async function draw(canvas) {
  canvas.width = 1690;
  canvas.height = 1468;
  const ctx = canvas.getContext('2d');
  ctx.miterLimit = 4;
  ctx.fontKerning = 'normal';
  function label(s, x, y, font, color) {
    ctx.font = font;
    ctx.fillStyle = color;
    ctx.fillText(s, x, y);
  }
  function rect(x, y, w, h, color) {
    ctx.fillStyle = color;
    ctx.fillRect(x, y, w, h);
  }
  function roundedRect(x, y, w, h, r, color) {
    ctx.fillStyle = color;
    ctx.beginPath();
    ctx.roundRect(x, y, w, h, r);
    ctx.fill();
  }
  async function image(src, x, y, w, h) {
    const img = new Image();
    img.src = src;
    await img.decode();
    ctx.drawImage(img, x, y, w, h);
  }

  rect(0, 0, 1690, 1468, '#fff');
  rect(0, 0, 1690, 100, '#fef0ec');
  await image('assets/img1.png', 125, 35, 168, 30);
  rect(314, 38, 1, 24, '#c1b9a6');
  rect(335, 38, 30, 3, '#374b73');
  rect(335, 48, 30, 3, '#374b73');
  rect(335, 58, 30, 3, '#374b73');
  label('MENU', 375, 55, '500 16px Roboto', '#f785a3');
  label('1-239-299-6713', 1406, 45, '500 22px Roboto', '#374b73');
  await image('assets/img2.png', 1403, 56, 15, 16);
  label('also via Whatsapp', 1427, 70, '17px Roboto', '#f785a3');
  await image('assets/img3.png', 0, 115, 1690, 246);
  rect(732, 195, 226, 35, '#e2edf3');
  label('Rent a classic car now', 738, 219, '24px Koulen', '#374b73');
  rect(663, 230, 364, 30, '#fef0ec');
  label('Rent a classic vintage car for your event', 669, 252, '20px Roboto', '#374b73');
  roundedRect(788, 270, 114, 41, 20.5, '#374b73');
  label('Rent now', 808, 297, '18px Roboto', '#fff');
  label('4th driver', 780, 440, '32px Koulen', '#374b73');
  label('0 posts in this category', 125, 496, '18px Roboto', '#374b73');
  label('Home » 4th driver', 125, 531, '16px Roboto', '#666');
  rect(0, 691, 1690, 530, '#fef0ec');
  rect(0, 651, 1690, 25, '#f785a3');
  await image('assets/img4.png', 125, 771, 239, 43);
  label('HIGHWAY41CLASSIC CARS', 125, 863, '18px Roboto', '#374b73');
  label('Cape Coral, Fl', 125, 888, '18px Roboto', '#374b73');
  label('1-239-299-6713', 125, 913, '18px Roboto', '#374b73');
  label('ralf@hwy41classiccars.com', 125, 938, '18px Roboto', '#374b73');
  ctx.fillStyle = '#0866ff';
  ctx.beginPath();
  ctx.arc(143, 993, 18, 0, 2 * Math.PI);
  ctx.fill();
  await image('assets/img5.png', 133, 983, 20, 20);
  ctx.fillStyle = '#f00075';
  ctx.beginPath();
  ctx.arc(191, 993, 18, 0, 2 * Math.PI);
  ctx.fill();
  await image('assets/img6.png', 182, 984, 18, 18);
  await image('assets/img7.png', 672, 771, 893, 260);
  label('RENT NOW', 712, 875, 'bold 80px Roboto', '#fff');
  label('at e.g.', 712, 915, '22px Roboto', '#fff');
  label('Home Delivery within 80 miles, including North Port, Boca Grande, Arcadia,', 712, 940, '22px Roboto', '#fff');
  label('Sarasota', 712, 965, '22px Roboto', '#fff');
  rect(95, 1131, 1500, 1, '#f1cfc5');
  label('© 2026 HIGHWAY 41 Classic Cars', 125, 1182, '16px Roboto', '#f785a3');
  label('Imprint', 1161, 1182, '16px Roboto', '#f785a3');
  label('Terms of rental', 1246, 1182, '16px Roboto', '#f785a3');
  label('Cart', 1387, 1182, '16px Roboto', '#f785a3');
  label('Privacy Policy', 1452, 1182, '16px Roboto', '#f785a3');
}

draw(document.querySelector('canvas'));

WHAT IS BEING ASKED =>
Search the records line by line for the word "async" and copy every line where it appears.

RESULT OF THE TASK =>
async function draw(canvas) {
  async function image(src, x, y, w, h) {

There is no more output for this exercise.